Dataset entries:
◇ ◇ ◇ ◇ ◇
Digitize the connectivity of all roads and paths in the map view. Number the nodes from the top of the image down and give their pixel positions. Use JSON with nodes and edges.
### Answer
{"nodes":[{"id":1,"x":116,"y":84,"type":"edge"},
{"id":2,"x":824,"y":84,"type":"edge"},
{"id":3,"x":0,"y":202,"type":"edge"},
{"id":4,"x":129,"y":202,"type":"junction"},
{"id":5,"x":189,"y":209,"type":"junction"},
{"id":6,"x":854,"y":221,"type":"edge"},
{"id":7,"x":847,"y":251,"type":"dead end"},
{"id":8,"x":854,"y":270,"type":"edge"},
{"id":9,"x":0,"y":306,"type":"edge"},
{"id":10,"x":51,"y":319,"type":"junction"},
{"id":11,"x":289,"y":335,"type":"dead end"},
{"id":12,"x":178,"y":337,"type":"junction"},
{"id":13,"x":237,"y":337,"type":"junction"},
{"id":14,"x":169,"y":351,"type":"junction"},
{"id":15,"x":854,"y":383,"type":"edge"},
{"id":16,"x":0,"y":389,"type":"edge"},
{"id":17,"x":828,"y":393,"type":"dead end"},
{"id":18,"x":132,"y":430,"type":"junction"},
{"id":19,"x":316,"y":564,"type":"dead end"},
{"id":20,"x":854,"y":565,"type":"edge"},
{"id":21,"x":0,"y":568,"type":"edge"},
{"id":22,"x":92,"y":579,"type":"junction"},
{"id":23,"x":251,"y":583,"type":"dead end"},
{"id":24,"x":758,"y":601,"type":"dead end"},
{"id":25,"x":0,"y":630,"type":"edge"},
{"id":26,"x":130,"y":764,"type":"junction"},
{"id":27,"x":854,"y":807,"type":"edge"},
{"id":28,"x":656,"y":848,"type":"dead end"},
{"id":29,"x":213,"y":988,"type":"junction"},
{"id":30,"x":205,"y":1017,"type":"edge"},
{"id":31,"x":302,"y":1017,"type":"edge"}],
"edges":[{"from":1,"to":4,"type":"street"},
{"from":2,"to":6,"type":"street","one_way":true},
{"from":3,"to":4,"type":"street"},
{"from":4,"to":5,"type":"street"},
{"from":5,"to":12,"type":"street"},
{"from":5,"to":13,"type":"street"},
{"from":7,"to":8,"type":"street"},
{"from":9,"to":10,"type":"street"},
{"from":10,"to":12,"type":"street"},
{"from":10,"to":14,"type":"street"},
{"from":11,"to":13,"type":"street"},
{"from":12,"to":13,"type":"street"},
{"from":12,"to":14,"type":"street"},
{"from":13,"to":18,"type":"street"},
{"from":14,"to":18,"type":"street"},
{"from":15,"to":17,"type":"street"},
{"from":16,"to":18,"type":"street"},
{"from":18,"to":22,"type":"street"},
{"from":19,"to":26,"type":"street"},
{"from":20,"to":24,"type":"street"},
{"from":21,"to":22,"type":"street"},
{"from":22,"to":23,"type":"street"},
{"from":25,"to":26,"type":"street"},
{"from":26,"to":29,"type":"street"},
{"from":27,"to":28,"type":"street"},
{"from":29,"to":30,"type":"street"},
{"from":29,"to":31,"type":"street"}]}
◇ ◇ ◇ ◇ ◇
> Requirement:
Which lines above hold the word "dead"? Copy each of them.

> Answer box:
{"id":7,"x":847,"y":251,"type":"dead end"},
{"id":11,"x":289,"y":335,"type":"dead end"},
{"id":17,"x":828,"y":393,"type":"dead end"},
{"id":19,"x":316,"y":564,"type":"dead end"},
{"id":23,"x":251,"y":583,"type":"dead end"},
{"id":24,"x":758,"y":601,"type":"dead end"},
{"id":28,"x":656,"y":848,"type":"dead end"},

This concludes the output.